■ What is needed: Search the records for lines with the word "thumb" and copy each match.

Saved data entries

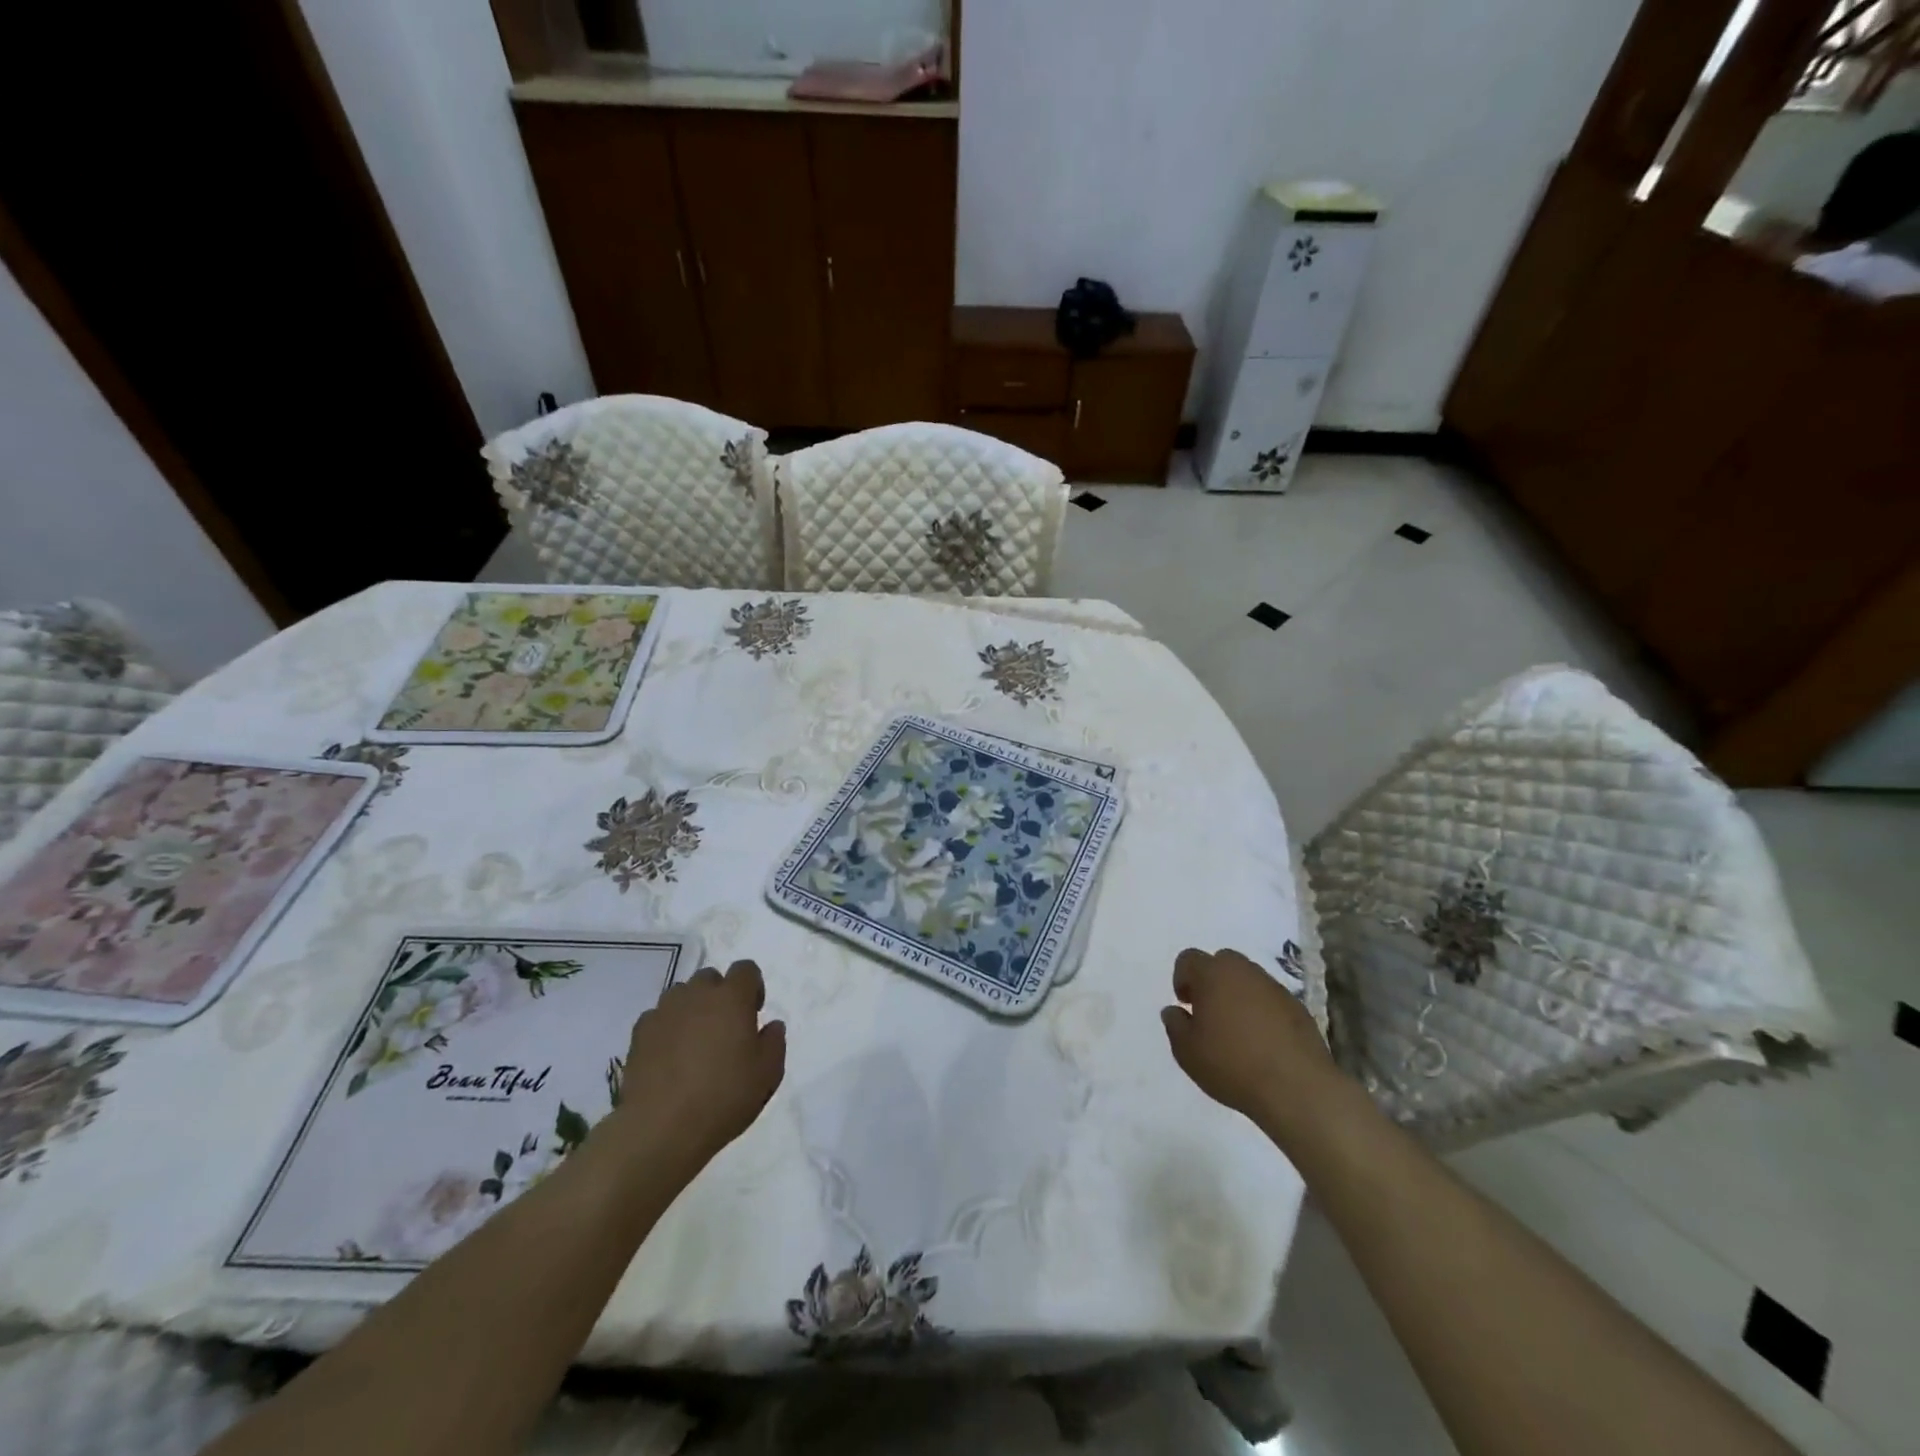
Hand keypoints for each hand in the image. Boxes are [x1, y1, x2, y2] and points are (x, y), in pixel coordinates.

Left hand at [603, 960, 785, 1177]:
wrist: (661, 1128)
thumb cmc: (723, 1097)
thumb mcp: (767, 1074)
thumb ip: (774, 1042)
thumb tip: (771, 1025)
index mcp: (732, 998)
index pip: (746, 969)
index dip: (752, 987)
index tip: (753, 1014)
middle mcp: (697, 994)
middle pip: (710, 978)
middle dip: (719, 995)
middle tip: (724, 1030)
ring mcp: (664, 1011)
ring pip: (682, 995)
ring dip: (692, 1009)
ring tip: (694, 1043)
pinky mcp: (639, 1033)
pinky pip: (658, 1017)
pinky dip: (666, 1028)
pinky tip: (669, 1058)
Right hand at [1161, 948, 1338, 1142]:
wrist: (1296, 1088)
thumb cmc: (1232, 1065)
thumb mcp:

■ Problem solution:
thumb cmc: (723, 1097)
thumb mcp: (767, 1074)
thumb ip: (774, 1042)
thumb tip: (771, 1025)
thumb cmc: (1232, 1065)
thumb mcp:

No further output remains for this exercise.